Również pod miejscowością Awdijiwka rosyjskie siły zdobyły teren i to pomimo rzezi własnych oddziałów. Jak komentuje amerykański Instytut Badań nad Wojną (ISW), "kumulacja marginalnych zdobyczy Rosji w wyniku ciągłych ciężkich walk może stworzyć scenariusze taktyczne, w których ukraińskie dowództwo może podjąć decyzję o wycofaniu sił z zagrożonych odcinków".
Analitycy ISW odnosząc się do upadku Marijinki twierdzą, że cel ten stanowi ograniczony rosyjski zysk taktyczny i nie zwiastuje żadnego operacyjnie znaczącego postępu".
Dowódcy zmieniają priorytety. Ratujemy naród, a potem odzyskamy ziemię
Generał Załużny przyznał na konferencji prasowej, iż za 2-3 miesiące również Awdijiwka może zostać zdobyta przez Rosjan. Według niego, dla Sztabu Generalnego ważniejsze jest uratowanie żołnierzy, a nie utrzymanie terytoriów.

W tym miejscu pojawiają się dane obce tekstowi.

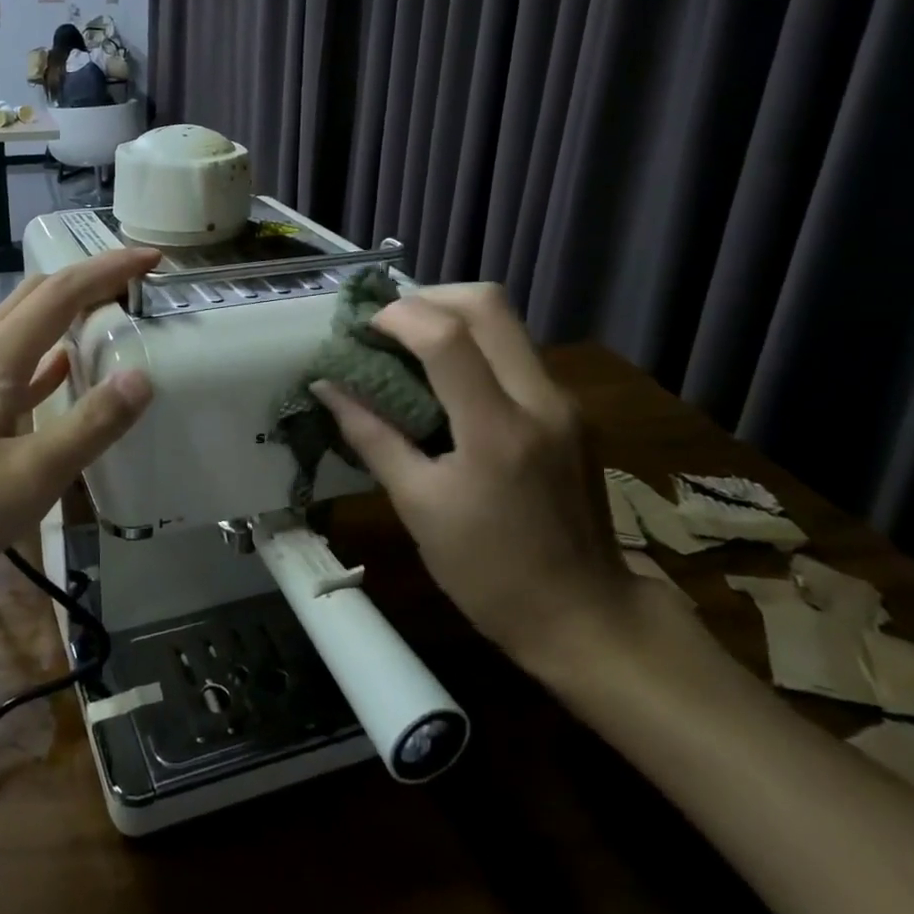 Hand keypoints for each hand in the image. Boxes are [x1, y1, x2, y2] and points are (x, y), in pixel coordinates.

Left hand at [0, 248, 159, 635]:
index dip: (109, 269)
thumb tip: (142, 376)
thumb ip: (91, 424)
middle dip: (87, 280)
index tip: (153, 259)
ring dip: (64, 314)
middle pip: (36, 297)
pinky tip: (62, 372)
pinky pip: (10, 367)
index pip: (62, 292)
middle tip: (134, 287)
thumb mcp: (32, 475)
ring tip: (108, 319)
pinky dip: (44, 357)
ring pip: (21, 328)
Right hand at [312, 284, 630, 669]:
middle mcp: (541, 400)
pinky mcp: (572, 410)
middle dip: (428, 296)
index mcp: (497, 431)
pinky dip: (474, 345)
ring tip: (408, 345)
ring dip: (451, 317)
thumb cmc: (489, 573)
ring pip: (506, 322)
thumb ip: (371, 436)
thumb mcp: (417, 507)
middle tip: (387, 323)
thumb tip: (328, 387)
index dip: (397, 316)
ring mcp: (564, 402)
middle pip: (488, 303)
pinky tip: (446, 379)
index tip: (362, 328)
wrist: (586, 617)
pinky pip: (516, 352)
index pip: (447, 336) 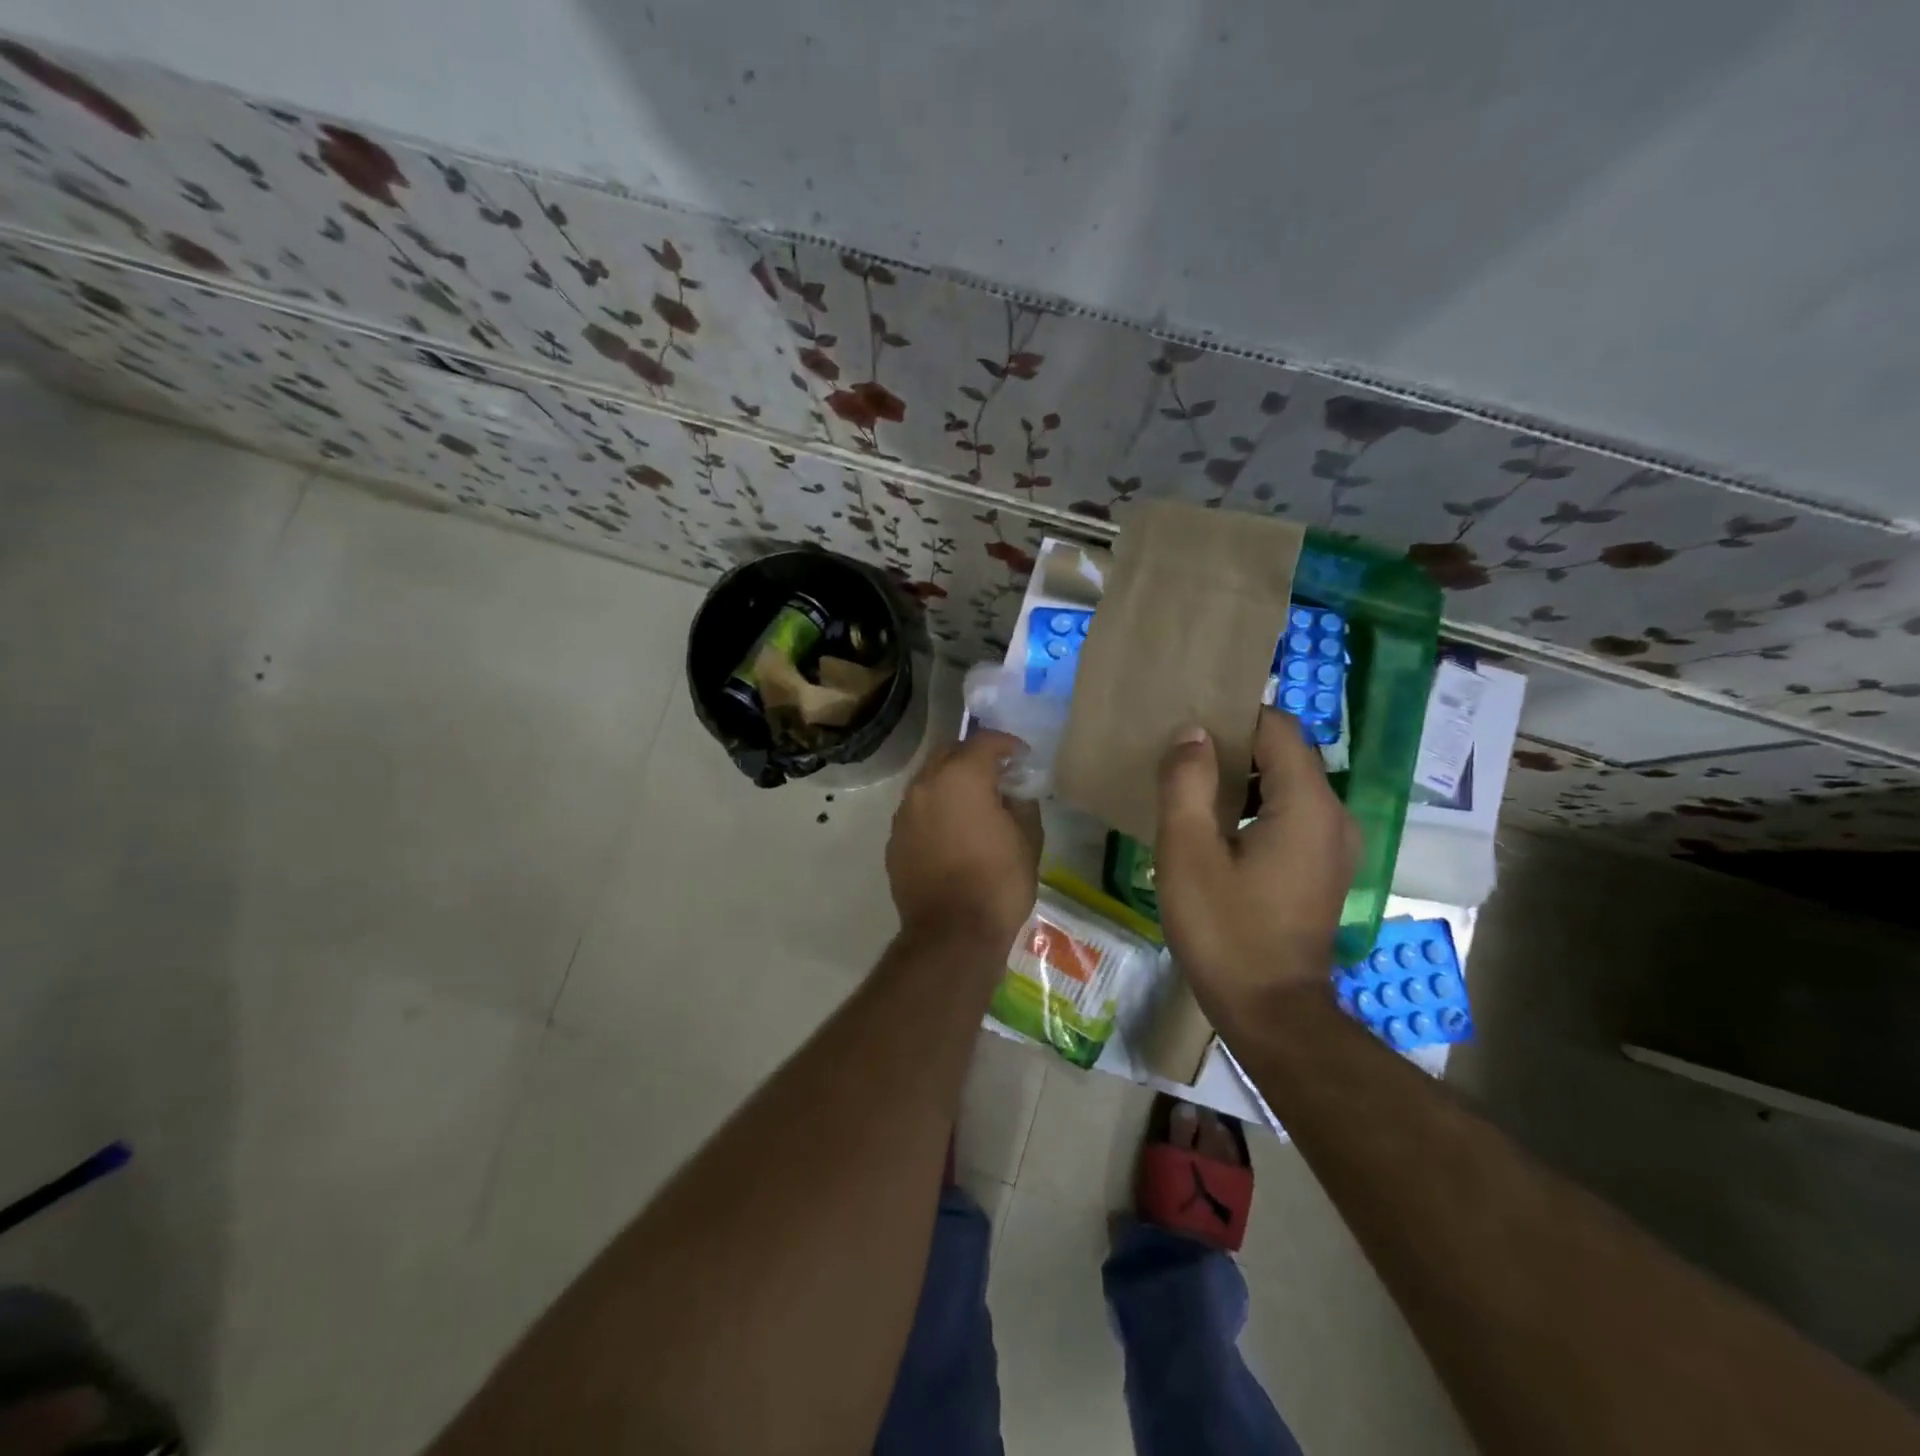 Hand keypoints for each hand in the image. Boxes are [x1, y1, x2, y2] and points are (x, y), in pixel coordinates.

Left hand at [887, 729, 1041, 948]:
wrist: (952, 935)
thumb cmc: (998, 883)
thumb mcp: (1028, 839)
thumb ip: (1022, 802)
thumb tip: (1014, 791)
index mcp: (961, 777)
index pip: (984, 742)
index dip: (1007, 744)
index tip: (1022, 757)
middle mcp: (925, 785)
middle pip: (949, 753)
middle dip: (973, 757)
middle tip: (996, 775)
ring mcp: (904, 813)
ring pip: (928, 781)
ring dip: (951, 783)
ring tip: (973, 804)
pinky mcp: (894, 840)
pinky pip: (917, 811)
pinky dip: (936, 811)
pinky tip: (952, 832)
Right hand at [1154, 709, 1360, 1023]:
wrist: (1270, 1011)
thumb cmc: (1224, 929)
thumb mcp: (1187, 852)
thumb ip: (1186, 783)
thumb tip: (1192, 734)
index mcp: (1307, 804)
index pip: (1278, 727)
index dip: (1233, 718)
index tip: (1188, 729)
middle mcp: (1335, 815)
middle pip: (1284, 754)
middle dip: (1234, 748)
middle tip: (1180, 761)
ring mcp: (1336, 844)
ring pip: (1287, 785)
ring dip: (1242, 780)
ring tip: (1191, 793)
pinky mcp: (1325, 868)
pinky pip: (1292, 815)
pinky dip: (1256, 808)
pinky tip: (1217, 831)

Ukraiński dowódca zakłada, że siły rosyjskie chcą powtórzyć to, co działo się podczas krwawej bitwy o Bachmut. Rosja będzie prowadzić ataki frontalne z dużą liczbą ofiar, aby wymusić zyski taktyczne w dłuższym okresie. W zagrożonej okrążeniem Awdijiwce taka taktyka zmusiłaby siły ukraińskie do wycofania się, aby ocalić własne siły.

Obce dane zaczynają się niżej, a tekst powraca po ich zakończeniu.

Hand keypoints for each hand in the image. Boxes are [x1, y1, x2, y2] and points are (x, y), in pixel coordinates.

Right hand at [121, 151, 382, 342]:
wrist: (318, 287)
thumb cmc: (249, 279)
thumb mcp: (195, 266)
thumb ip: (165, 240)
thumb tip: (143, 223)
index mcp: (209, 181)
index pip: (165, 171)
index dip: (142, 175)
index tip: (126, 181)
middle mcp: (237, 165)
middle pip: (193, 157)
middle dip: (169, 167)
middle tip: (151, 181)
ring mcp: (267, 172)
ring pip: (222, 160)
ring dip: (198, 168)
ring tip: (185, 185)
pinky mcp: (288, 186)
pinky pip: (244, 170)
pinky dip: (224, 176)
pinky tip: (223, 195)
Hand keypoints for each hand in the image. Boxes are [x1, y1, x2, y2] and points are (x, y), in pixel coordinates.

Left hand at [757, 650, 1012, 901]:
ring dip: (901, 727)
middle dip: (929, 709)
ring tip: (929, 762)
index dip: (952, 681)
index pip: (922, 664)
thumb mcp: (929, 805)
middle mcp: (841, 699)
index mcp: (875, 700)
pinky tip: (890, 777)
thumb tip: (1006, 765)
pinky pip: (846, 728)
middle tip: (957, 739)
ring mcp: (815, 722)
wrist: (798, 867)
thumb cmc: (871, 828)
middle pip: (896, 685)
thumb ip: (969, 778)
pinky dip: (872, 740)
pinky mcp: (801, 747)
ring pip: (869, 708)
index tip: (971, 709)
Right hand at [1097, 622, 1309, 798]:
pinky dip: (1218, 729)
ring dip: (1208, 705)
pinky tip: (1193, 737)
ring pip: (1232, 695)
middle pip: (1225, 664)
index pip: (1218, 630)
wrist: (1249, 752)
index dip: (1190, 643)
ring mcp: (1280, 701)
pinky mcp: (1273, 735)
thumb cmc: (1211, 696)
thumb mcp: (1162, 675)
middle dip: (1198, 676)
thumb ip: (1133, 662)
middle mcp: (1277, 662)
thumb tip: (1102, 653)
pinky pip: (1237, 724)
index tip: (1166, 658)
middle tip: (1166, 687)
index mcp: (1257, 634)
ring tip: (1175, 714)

- Nie musimy odbyć jakiegoś przedstawienia, czy żałoby wokół konkretnej miejscowości. Prowadzenie działań wojennych rządzi się swoimi prawami, które nie zależą od tego, czy podoba się to posłom, czy dziennikarzom. Wróg ma możliwość skoncentrowania swoich sił w określonym kierunku. W ciągu dwóch, trzech miesięcy mogą zrobić to, co stało się z Bachmutem - powiedział Załużny
- Każdy kawałek ziemi jest nam drogi, będziemy bronić dokładnie tyle, ile mamy sił. Jeśli siła nie wystarczy, ratujemy naród, a potem odzyskamy ziemię - oświadczył.
Burza o uciekinierów z Ukrainy. Gen. Załużny: nie chcę ich oceniać
W Ukrainie nadal wielkie emocje wzbudza sprawa planowanej mobilizacji 450-500 tys. osób. Takie oczekiwania przedstawiają ukraińscy wojskowi, wskazując na potrzebę zabezpieczenia linii frontu, rozciągniętej na ponad 2000 km. Jak już informowaliśmy, wśród polityków pracujących nad ustawą o mobilizacji, pojawiają się pomysły, aby werbować kobiety z Ukrainy czy poborowych, którzy po agresji wyjechali do krajów UE. Tych ostatnich ukraińskie media, określają niekiedy "uciekinierami".
"Gen. Załużny odmówił oceny ukraińskich poborowych, ukrywających się przed mobilizacją za granicą" - podkreśla w publikacji w środę agencja Unian.
Generał oświadczył: - Siły zbrojne muszą walczyć i w żaden sposób nie zakłócać spokojnego życia naszych obywateli, w tym także tych, którzy opuścili granice naszego kraju. Istnieją inne upoważnione organy władzy wykonawczej, które mogą podejmować w ich sprawie odpowiednie decyzje. Nie chcę ich oceniać, ale będę bardzo szczęśliwy, jeśli za jakiś czas zobaczę ich w wojsku - tłumaczył dziennikarzom.